ACTION ITEM: Your answer must match the data word for word.

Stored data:
╭──

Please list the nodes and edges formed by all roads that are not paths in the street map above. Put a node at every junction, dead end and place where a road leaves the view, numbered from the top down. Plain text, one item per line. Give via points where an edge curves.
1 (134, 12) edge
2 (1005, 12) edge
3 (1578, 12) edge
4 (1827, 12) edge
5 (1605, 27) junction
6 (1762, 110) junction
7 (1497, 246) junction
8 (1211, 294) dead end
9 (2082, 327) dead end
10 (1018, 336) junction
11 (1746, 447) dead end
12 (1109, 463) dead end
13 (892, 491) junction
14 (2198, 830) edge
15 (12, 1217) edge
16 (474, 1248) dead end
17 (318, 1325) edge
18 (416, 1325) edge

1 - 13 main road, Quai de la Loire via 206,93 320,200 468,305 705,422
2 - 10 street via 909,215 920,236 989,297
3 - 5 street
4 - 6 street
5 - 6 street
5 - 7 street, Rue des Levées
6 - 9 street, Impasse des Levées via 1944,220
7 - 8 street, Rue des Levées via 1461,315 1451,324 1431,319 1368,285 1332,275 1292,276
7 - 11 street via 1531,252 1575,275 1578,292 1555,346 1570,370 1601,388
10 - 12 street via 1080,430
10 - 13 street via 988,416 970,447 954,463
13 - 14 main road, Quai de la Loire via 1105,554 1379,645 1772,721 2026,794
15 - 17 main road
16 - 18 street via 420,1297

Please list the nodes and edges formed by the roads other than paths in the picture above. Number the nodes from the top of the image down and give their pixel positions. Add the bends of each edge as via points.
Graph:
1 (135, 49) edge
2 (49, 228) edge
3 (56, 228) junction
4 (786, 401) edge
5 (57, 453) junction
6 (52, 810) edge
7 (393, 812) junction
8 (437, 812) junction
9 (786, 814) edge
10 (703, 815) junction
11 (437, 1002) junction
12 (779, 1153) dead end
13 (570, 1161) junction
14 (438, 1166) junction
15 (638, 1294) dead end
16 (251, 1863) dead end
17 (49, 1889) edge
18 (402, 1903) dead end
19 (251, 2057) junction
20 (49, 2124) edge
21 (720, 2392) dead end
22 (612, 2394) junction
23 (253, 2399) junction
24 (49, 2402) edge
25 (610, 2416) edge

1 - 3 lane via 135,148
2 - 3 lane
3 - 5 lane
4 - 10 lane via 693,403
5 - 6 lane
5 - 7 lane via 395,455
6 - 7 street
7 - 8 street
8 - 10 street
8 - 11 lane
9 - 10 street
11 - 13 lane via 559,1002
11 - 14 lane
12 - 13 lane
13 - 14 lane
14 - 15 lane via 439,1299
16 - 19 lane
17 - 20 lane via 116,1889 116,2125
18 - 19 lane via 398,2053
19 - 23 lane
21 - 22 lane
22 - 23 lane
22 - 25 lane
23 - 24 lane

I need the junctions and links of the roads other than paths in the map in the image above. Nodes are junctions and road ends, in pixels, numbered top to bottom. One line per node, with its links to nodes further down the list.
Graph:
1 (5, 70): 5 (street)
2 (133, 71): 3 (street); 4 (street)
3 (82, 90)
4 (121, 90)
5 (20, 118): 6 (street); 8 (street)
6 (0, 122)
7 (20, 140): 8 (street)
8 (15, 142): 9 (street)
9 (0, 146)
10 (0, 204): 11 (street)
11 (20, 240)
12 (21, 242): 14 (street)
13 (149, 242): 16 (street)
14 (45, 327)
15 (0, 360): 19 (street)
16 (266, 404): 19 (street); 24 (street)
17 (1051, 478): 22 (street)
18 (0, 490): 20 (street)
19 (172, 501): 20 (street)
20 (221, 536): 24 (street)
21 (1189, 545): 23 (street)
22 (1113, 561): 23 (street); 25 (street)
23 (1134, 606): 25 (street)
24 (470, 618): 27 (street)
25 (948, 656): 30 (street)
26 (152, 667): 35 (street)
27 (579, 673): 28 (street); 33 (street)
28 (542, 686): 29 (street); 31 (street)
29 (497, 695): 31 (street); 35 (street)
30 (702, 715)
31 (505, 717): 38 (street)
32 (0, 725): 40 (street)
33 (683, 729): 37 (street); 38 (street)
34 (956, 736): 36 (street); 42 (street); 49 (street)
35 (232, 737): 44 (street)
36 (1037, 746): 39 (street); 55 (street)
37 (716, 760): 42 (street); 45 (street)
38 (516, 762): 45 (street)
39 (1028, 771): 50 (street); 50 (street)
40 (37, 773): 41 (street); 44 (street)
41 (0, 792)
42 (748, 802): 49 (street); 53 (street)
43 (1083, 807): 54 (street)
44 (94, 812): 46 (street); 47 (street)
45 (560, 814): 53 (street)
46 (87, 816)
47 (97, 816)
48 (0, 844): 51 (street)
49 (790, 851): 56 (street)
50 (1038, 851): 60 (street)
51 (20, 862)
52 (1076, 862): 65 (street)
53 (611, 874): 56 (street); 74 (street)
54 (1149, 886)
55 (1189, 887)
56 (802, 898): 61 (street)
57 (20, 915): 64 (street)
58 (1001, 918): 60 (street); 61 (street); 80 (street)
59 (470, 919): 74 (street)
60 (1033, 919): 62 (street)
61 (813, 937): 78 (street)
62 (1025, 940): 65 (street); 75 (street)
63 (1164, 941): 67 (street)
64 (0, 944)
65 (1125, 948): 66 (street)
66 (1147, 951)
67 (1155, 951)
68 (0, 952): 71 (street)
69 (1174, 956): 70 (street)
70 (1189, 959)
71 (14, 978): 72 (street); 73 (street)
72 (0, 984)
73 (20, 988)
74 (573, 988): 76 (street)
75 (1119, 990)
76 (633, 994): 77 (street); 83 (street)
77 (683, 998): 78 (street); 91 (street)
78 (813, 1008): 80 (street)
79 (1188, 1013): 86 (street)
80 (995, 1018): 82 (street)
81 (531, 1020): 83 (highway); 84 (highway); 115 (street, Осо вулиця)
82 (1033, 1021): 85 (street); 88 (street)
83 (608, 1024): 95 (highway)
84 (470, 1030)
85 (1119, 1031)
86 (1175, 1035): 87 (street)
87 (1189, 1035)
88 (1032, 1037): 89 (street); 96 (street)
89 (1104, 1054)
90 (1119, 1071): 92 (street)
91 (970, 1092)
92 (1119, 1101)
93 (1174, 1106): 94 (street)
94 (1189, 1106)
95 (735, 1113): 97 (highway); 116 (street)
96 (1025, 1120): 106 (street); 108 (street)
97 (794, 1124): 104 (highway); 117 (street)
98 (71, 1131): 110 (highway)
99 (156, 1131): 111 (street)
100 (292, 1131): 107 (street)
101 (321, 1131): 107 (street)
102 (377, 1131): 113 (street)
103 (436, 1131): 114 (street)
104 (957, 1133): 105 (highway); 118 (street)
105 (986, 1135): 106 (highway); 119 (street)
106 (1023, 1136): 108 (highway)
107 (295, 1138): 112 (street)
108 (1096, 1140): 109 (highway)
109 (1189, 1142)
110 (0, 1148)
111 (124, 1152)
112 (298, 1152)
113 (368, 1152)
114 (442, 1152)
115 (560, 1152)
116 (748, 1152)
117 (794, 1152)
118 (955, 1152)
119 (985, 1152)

╰──

REPLY:
Please list the nodes and edges formed by all roads that are not paths in the street map above. Put a node at every junction, dead end and place where a road leaves the view, numbered from the top down. Plain text, one item per line. Give via points where an edge curves.
1 (134, 12) edge
2 (1005, 12) edge
3 (1578, 12) edge
4 (1827, 12) edge
5 (1605, 27) junction
6 (1762, 110) junction
7 (1497, 246) junction
8 (1211, 294) dead end
9 (2082, 327) dead end
10 (1018, 336) junction
11 (1746, 447) dead end
12 (1109, 463) dead end
13 (892, 491) junction
14 (2198, 830) edge
15 (12, 1217) edge
16 (474, 1248) dead end
17 (318, 1325) edge
18 (416, 1325) edge

1 - 13 main road, Quai de la Loire via 206,93 320,200 468,305 705,422
2 - 10 street via 909,215 920,236 989,297
3 - 5 street
4 - 6 street
5 - 6 street
5 - 7 street, Rue des Levées
6 - 9 street, Impasse des Levées via 1944,220
7 - 8 street, Rue des Levées via 1461,315 1451,324 1431,319 1368,285 1332,275 1292,276
7 - 11 street via 1531,252 1575,275 1578,292 1555,346 1570,370 1601,388
10 - 12 street via 1080,430
10 - 13 street via 988,416 970,447 954,463
13 - 14 main road, Quai de la Loire via 1105,554 1379,645 1772,721 2026,794
15 - 17 main road
16 - 18 street via 420,1297

Please list the nodes and edges formed by the roads other than paths in the picture above. Number the nodes from the top of the image down and give their pixel positions. Add the bends of each edge as via points.
Graph:
1 (135, 49) edge
2 (49, 228) edge
3 (56, 228) junction
4 (786, 401) edge
5 (57, 453) junction
6 (52, 810) edge
7 (393, 812) junction
8 (437, 812) junction
9 (786, 814) edge
10 (703, 815) junction
11 (437, 1002) junction
12 (779, 1153) dead end
13 (570, 1161) junction
14 (438, 1166) junction
15 (638, 1294) dead end
16 (251, 1863) dead end
17 (49, 1889) edge
18 (402, 1903) dead end
19 (251, 2057) junction
20 (49, 2124) edge
21 (720, 2392) dead end
22 (612, 2394) junction
23 (253, 2399) junction
24 (49, 2402) edge
25 (610, 2416) edge

1 - 3 lane via 135,148
2 - 3 lane
3 - 5 lane
4 - 10 lane via 693,403
5 - 6 lane
5 - 7 lane via 395,455
6 - 7 street
7 - 8 street
8 - 10 street
8 - 11 lane
9 - 10 street
11 - 13 lane via 559,1002
11 - 14 lane
12 - 13 lane
13 - 14 lane
14 - 15 lane via 439,1299
16 - 19 lane
17 - 20 lane via 116,1889 116,2125
18 - 19 lane via 398,2053
19 - 23 lane
21 - 22 lane
22 - 23 lane
22 - 25 lane
23 - 24 lane

I need the junctions and links of the roads other than paths in the map in the image above. Nodes are junctions and road ends, in pixels, numbered top to bottom. One line per node, with its links to nodes further down the list.
Graph:
1 (5, 70): 5 (street)
2 (133, 71): 3 (street); 4 (street)
3 (82, 90)
4 (121, 90)
5 (20, 118): 6 (street); 8 (street)
6 (0, 122)
7 (20, 140): 8 (street)
8 (15, 142): 9 (street)
9 (0, 146)
10 (0, 204): 11 (street)
11 (20, 240)
12 (21, 242): 14 (street)
13 (149, 242): 16 (street)
14 (45, 327)
15 (0, 360): 19 (street)
16 (266, 404): 19 (street); 24 (street)
17 (1051, 478): 22 (street)
18 (0, 490): 20 (street)
19 (172, 501): 20 (street)
20 (221, 536): 24 (street)
21 (1189, 545): 23 (street)
22 (1113, 561): 23 (street); 25 (street)
23 (1134, 606): 25 (street)
24 (470, 618): 27 (street)
25 (948, 656): 30 (street)
26 (152, 667): 35 (street)
27 (579, 673): 28 (street); 33 (street)
28 (542, 686): 29 (street); 31 (street)
29 (497, 695): 31 (street); 35 (street)
30 (702, 715)
31 (505, 717): 38 (street)
32 (0, 725): 40 (street)
33 (683, 729): 37 (street); 38 (street)
34 (956, 736): 36 (street); 42 (street); 49 (street)
35 (232, 737): 44 (street)
36 (1037, 746): 39 (street); 55 (street)
37 (716, 760): 42 (street); 45 (street)
38 (516, 762): 45 (street)
39 (1028, 771): 50 (street); 50 (street)
40 (37, 773): 41 (street); 44 (street)
41 (0, 792)
42 (748, 802): 49 (street); 53 (street)
43 (1083, 807): 54 (street)
44 (94, 812): 46 (street); 47 (street)
45 (560, 814): 53 (street)
46 (87, 816)
47 (97, 816)
48 (0, 844): 51 (street)
49 (790, 851): 56 (street)
50 (1038, 851): 60 (street)
51 (20, 862)
52 (1076, 862): 65 (street)
53 (611, 874): 56 (street); 74 (street)
54 (1149, 886)
55 (1189, 887)
56 (802, 898): 61 (street)
57 (20, 915): 64 (street)
58 (1001, 918): 60 (street); 61 (street); 80 (street)
59 (470, 919): 74 (street)
60 (1033, 919): 62 (street)
61 (813, 937): 78 (street)
62 (1025, 940): 65 (street); 75 (street)
63 (1164, 941): 67 (street)
64 (0, 944)
65 (1125, 948): 66 (street)
66 (1147, 951)
67 (1155, 951)
68 (0, 952): 71 (street)
69 (1174, 956): 70 (street)
70 (1189, 959)
71 (14, 978): 72 (street); 73 (street)
72 (0, 984)
73 (20, 988)
74 (573, 988): 76 (street)
75 (1119, 990)
76 (633, 994): 77 (street); 83 (street)
77 (683, 998): 78 (street); 91 (street)
78 (813, 1008): 80 (street)
79 (1188, 1013): 86 (street)
80 (995, 1018): 82 (street)
81 (531, 1020): 83 (highway); 84 (highway); 115 (street, Осо вулиця)
82 (1033, 1021): 85 (street); 88 (street)
83 (608, 1024): 95 (highway)
84 (470, 1030)
85 (1119, 1031)
86 (1175, 1035): 87 (street)
87 (1189, 1035)
88 (1032, 1037): 89 (street); 96 (street)
89 (1104, 1054)
90 (1119, 1071): 92 (street)
91 (970, 1092)
92 (1119, 1101)
93 (1174, 1106): 94 (street)
94 (1189, 1106)
95 (735, 1113): 97 (highway); 116 (street)
96 (1025, 1120): 106 (street); 108 (street)
97 (794, 1124): 104 (highway); 117 (street)
98 (71, 1131): 110 (highway)
99 (156, 1131): 111 (street)
100 (292, 1131): 107 (street)
101 (321, 1131): 107 (street)
102 (377, 1131): 113 (street)
103 (436, 1131): 114 (street)
104 (957, 1133): 105 (highway); 118 (street)
105 (986, 1135): 106 (highway); 119 (street)
106 (1023, 1136): 108 (highway)
107 (295, 1138): 112 (street)
108 (1096, 1140): 109 (highway)
109 (1189, 1142)
110 (0, 1148)
111 (124, 1152)
112 (298, 1152)
113 (368, 1152)
114 (442, 1152)
115 (560, 1152)
116 (748, 1152)
117 (794, 1152)
118 (955, 1152)
119 (985, 1152)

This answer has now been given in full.